WHAT THE TASK REQUIRES:
Return each line of the entries that holds the string "Bohmstraße".

TASK DATA section start

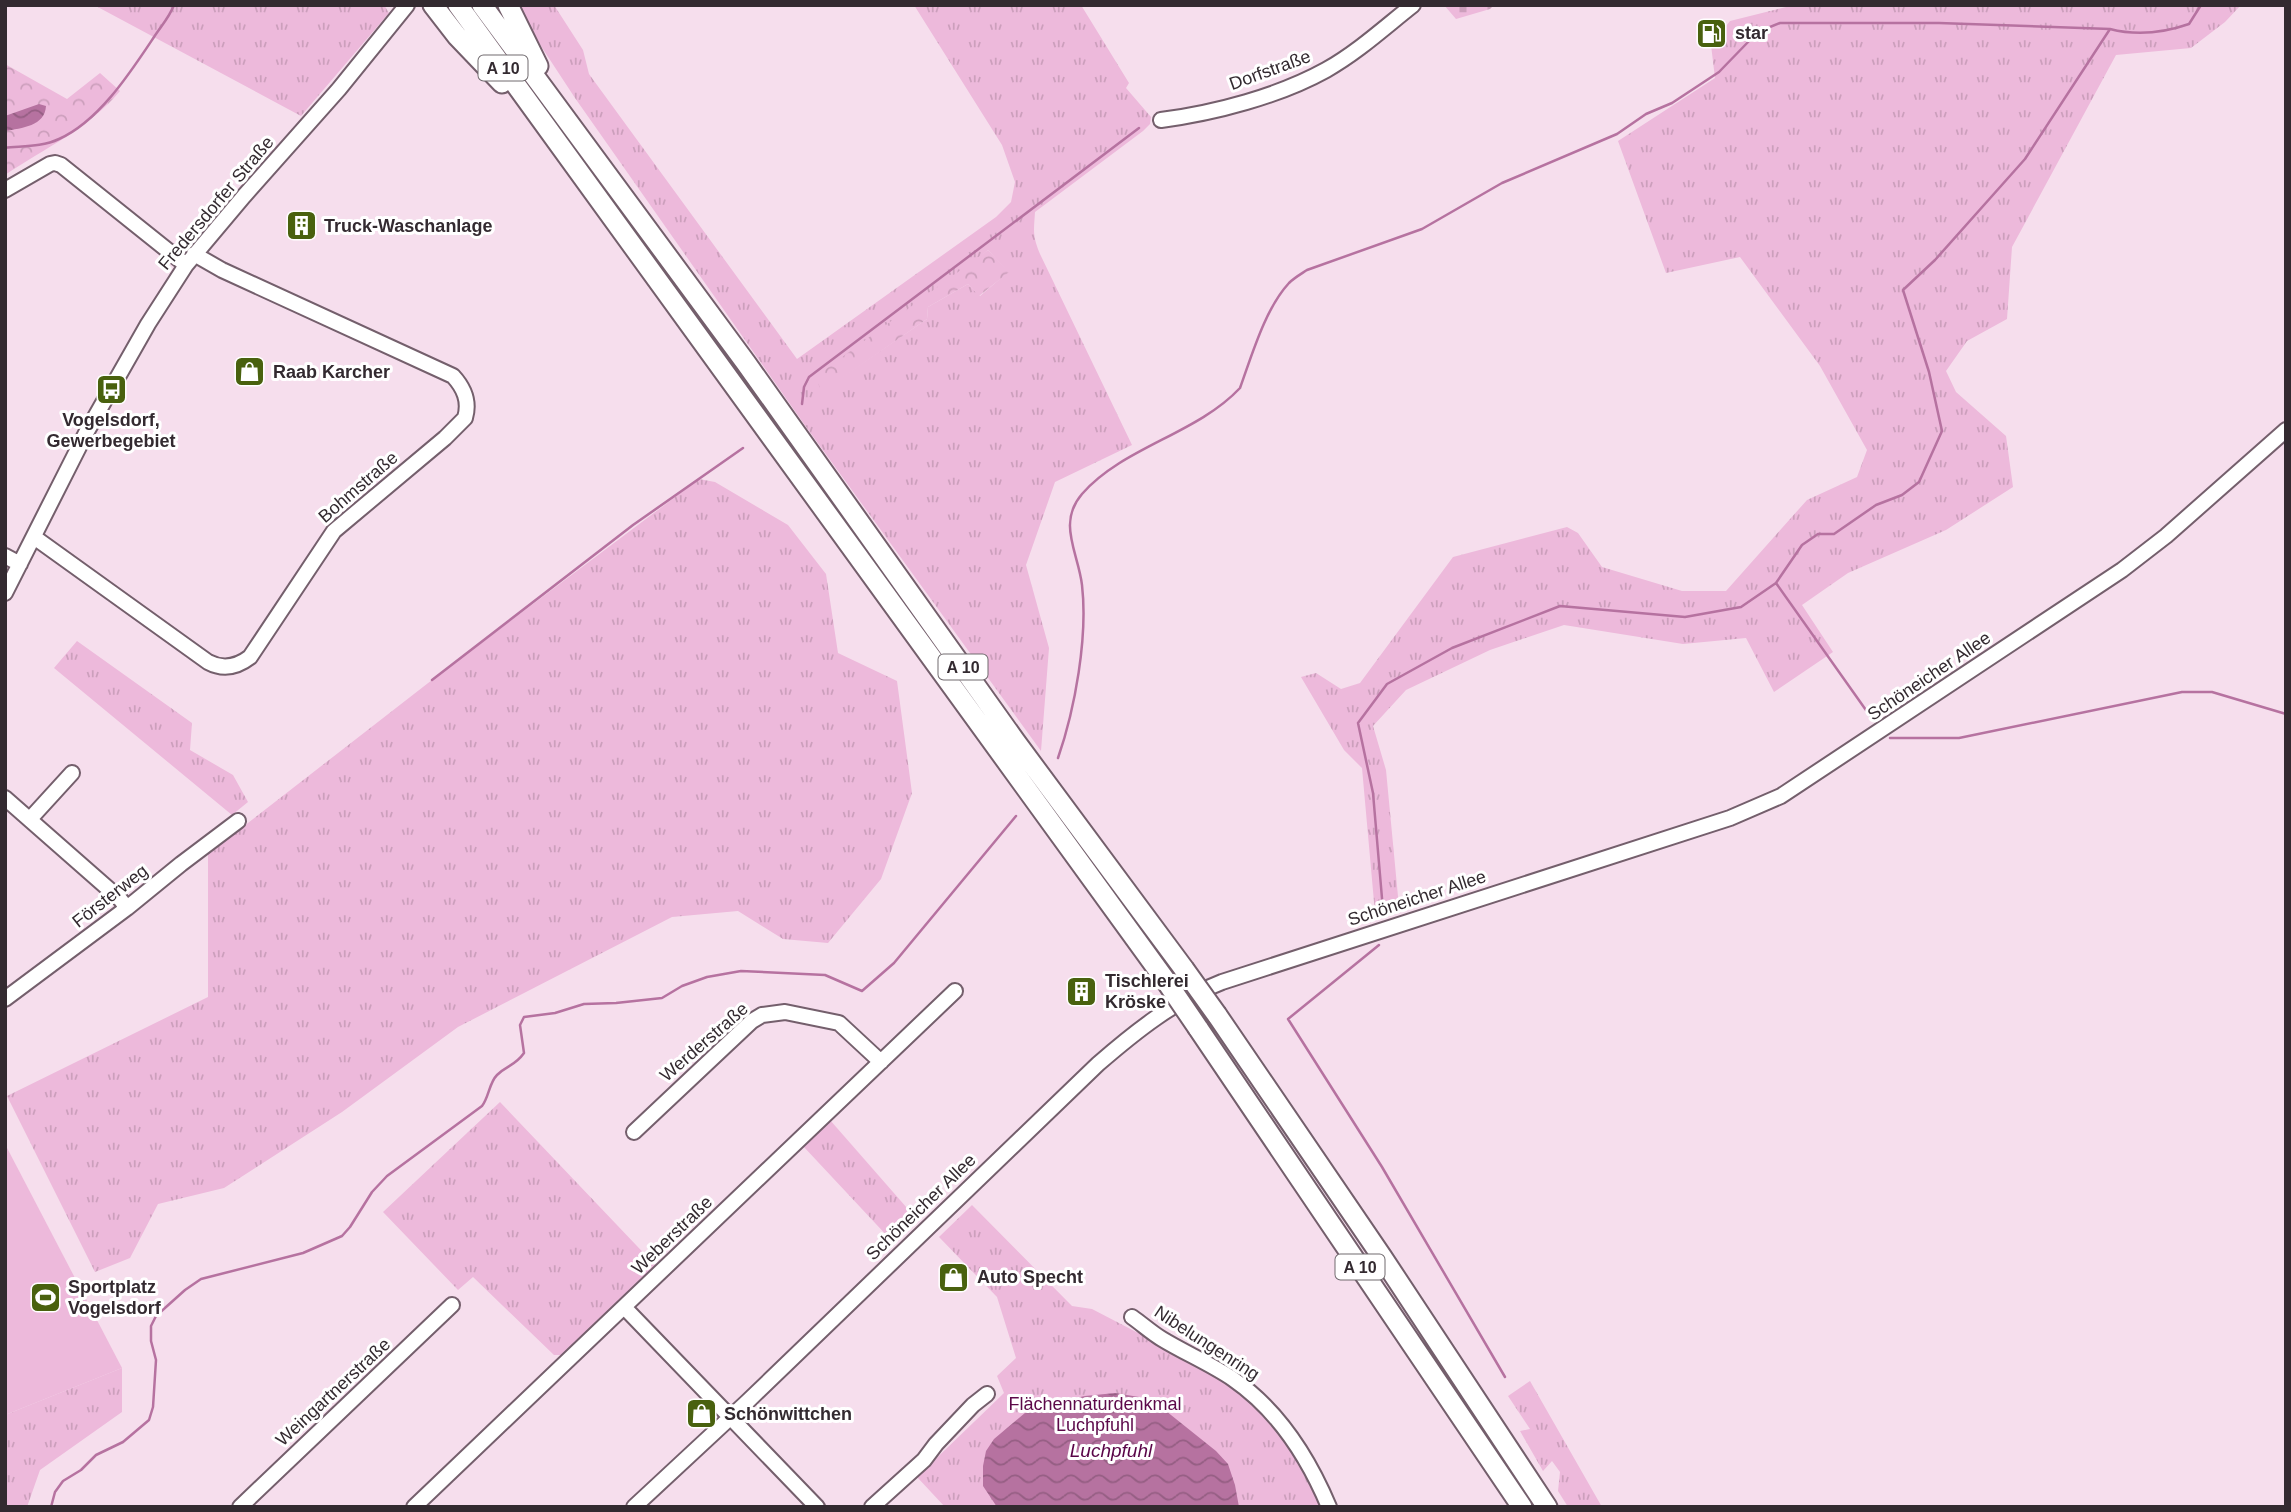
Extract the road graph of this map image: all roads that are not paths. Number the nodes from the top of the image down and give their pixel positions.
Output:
1 (433, 5) edge
2 (458, 5) edge
3 (482, 5) edge
4 (508, 5) edge
5 (1413, 5) edge
6 (404, 9) edge
7 (1161, 120) dead end
8 (556, 124) junction
9 (5, 190) edge
10 (190, 259) junction
11 (2286, 430) edge
12 (34, 537) junction
13 (5, 556) edge
14 (20, 564) junction
15 (5, 593) edge
16 (72, 773) dead end
17 (5, 797) edge
18 (30, 819) junction
19 (238, 821) dead end
20 (127, 908) junction
21 (955, 991) dead end
22 (5, 999) edge
23 (881, 1062) junction
24 (634, 1132) dead end
25 (452, 1305) dead end
26 (624, 1307) junction
27 (1132, 1317) dead end
28 (987, 1394) dead end
29 (730, 1418) junction
30 (240, 1507) edge
31 (414, 1507) edge
32 (634, 1507) edge
33 (817, 1507) edge
34 (872, 1507) edge
35 (1329, 1507) edge
36 (1522, 1507) edge
37 (1547, 1507) edge

1 - 8 highway
2 - 8 highway, A 10
3 - 8 highway, A 10
4 - 8 highway
5 - 7 street, Dorfstraße
6 - 10 street, Fredersdorfer Straße
8 - 36 highway, A 10, bridge
8 - 37 highway, A 10, bridge
9 - 10 street, Bohmstraße
10 - 12 street, Fredersdorfer Straße
10 - 12 street, Bohmstraße
11 - 29 street, Schöneicher Allee
12 - 14 street, Fredersdorfer Straße
13 - 14 street
14 - 15 street, Fredersdorfer Straße
16 - 18 street
17 - 18 street
18 - 20 street
19 - 20 street, Försterweg
20 - 22 street, Försterweg
21 - 23 street, Weberstraße
23 - 24 street, Werderstraße
23 - 26 street, Weberstraße
25 - 30 street, Weingartnerstraße
26 - 29 street
26 - 31 street, Weberstraße
27 - 35 street, Nibelungenring
28 - 34 street
29 - 32 street, Schöneicher Allee
29 - 33 street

TASK DATA section end

OUTPUT OF THE TASK:
9 - 10 street, Bohmstraße
10 - 12 street, Bohmstraße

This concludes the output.